What needs to be done: All that is wanted is the exact text of each line from the one with "Right hand at" to the close of the listing, ends included.

Input:
* * * *

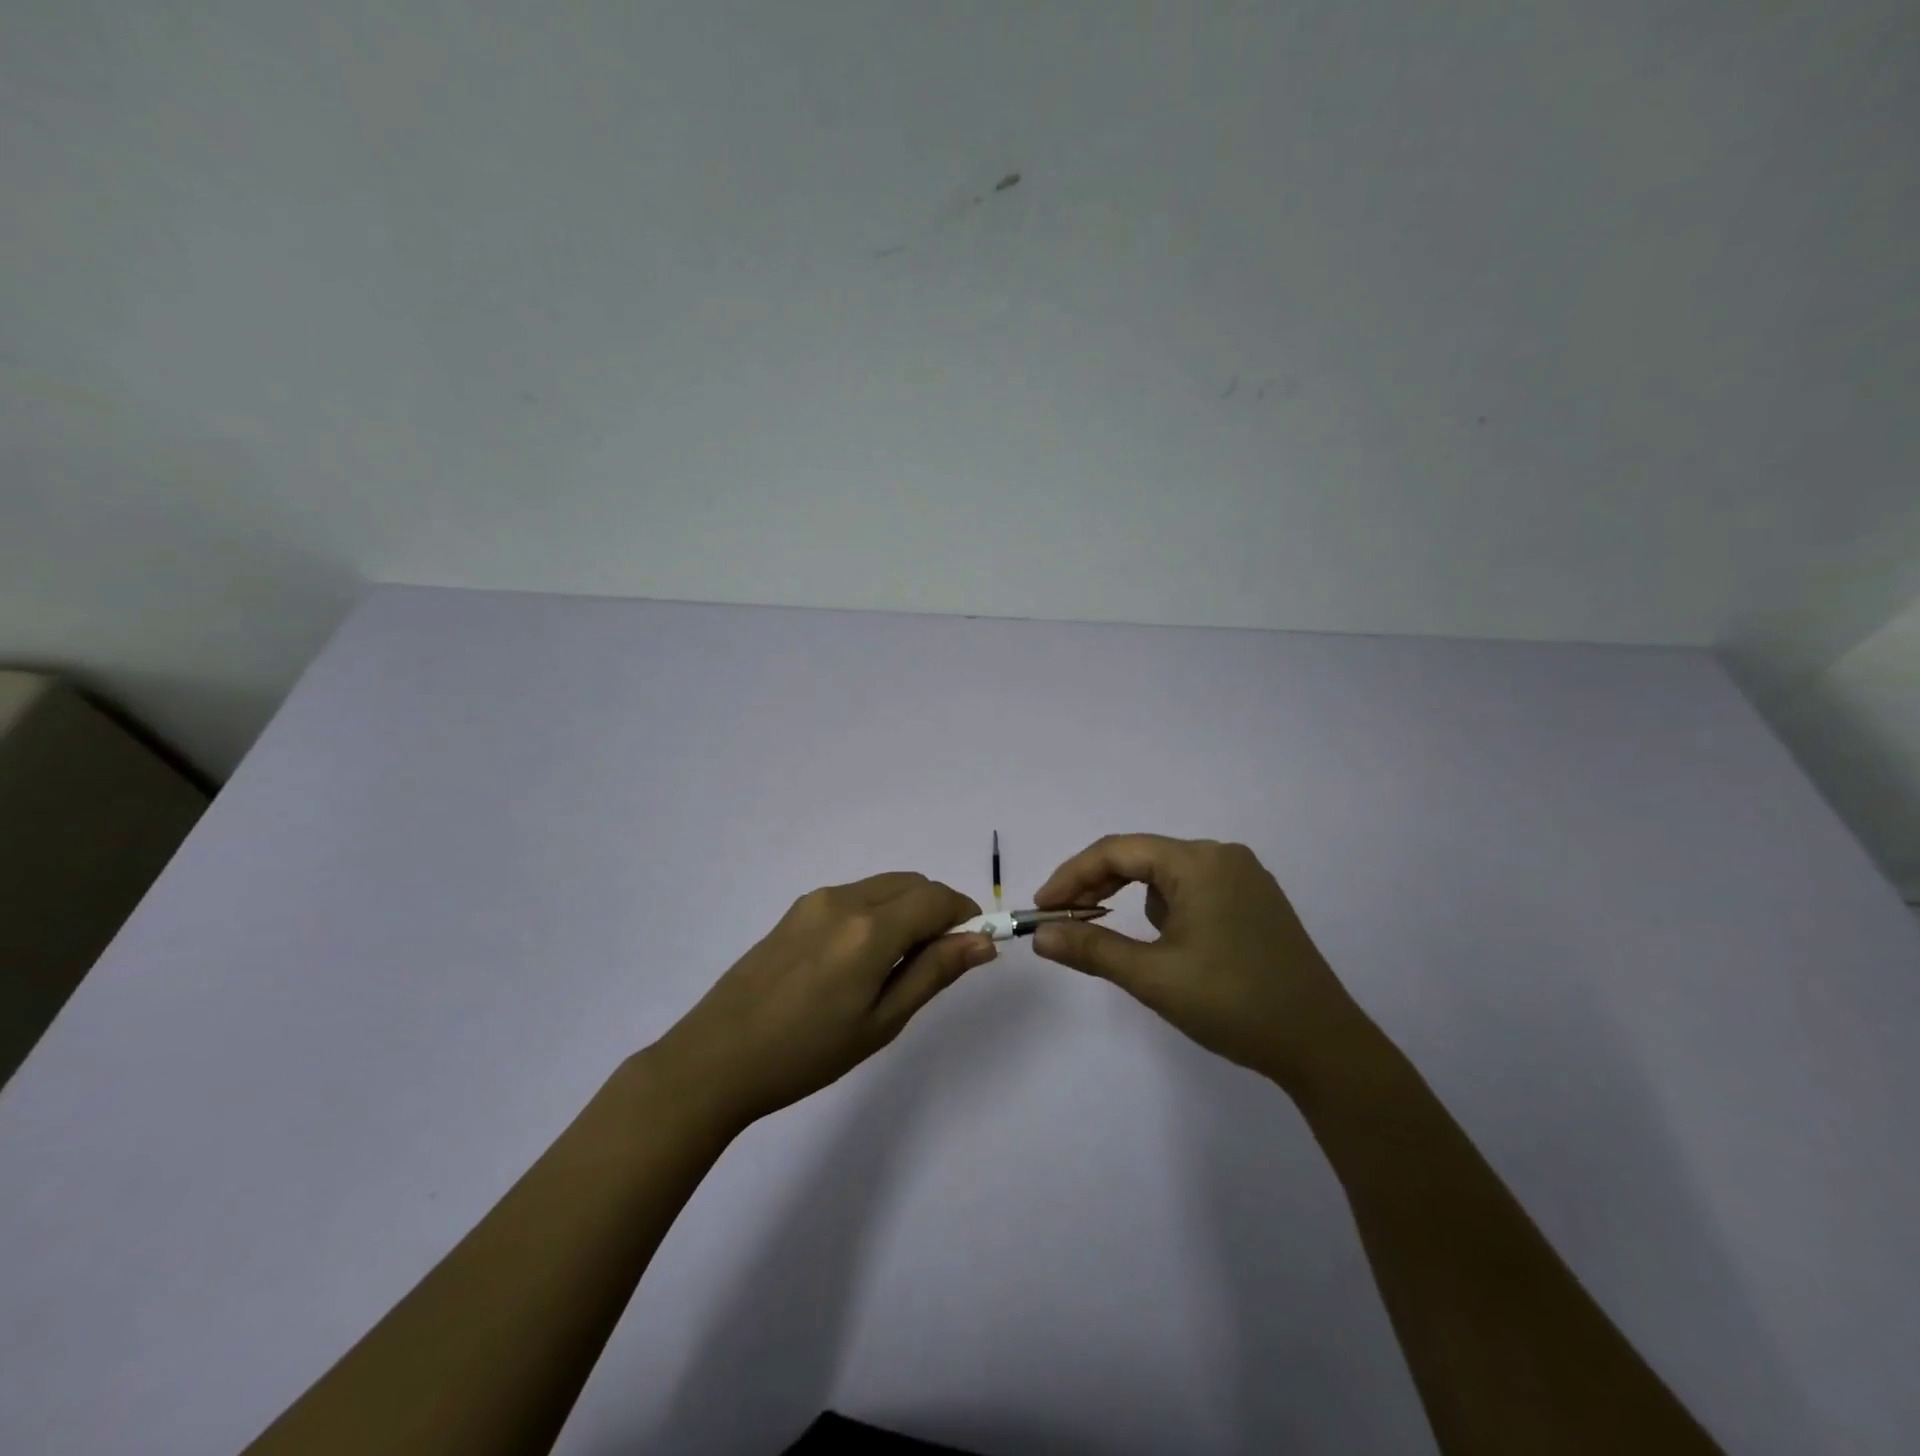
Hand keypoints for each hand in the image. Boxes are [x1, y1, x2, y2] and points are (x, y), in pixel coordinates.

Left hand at [646, 873, 995, 1132]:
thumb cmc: (807, 1053)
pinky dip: (877, 912)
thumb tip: (982, 941)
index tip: (973, 945)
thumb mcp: (881, 1022)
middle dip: (937, 909)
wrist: (717, 1058)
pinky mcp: (795, 910)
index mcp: (870, 928)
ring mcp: (815, 901)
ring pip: (883, 887)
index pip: (937, 897)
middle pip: (911, 883)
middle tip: (936, 961)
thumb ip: (933, 972)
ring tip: (895, 966)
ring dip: (907, 909)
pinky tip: (860, 960)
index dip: (964, 914)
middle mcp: (844, 899)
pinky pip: (854, 896)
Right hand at [1031, 835, 1364, 1092]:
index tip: (1042, 908)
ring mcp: (1244, 878)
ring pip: (1166, 876)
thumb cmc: (1233, 1003)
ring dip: (1133, 899)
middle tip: (1065, 920)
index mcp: (1198, 861)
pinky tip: (1170, 945)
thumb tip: (1040, 936)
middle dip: (1098, 887)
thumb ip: (1091, 948)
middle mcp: (1222, 856)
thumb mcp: (1153, 977)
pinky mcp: (1256, 902)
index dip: (1072, 876)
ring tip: (1118, 938)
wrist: (1323, 1046)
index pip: (1117, 851)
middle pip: (1141, 858)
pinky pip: (1194, 890)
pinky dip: (1166, 909)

* * * *

Exercise answer:
Right hand at [1031, 835, 1364, 1092]:
index tip: (1042, 908)
ring mcp: (1244, 878)
ring pip: (1166, 876)
thumb cmc: (1233, 1003)
ring dip: (1133, 899)
middle tip: (1065, 920)
index mcp: (1198, 861)
pinky tip: (1170, 945)
thumb tip: (1040, 936)
middle dip: (1098, 887)
thumb ip: (1091, 948)
middle mcp: (1222, 856)
thumb mcp: (1153, 977)
pinky mcp: (1256, 902)
index dip: (1072, 876)
ring tip: (1118, 938)
wrist: (1323, 1046)
index pip: (1117, 851)
middle pip: (1141, 858)
pinky pip: (1194, 890)
pinky dip: (1166, 909)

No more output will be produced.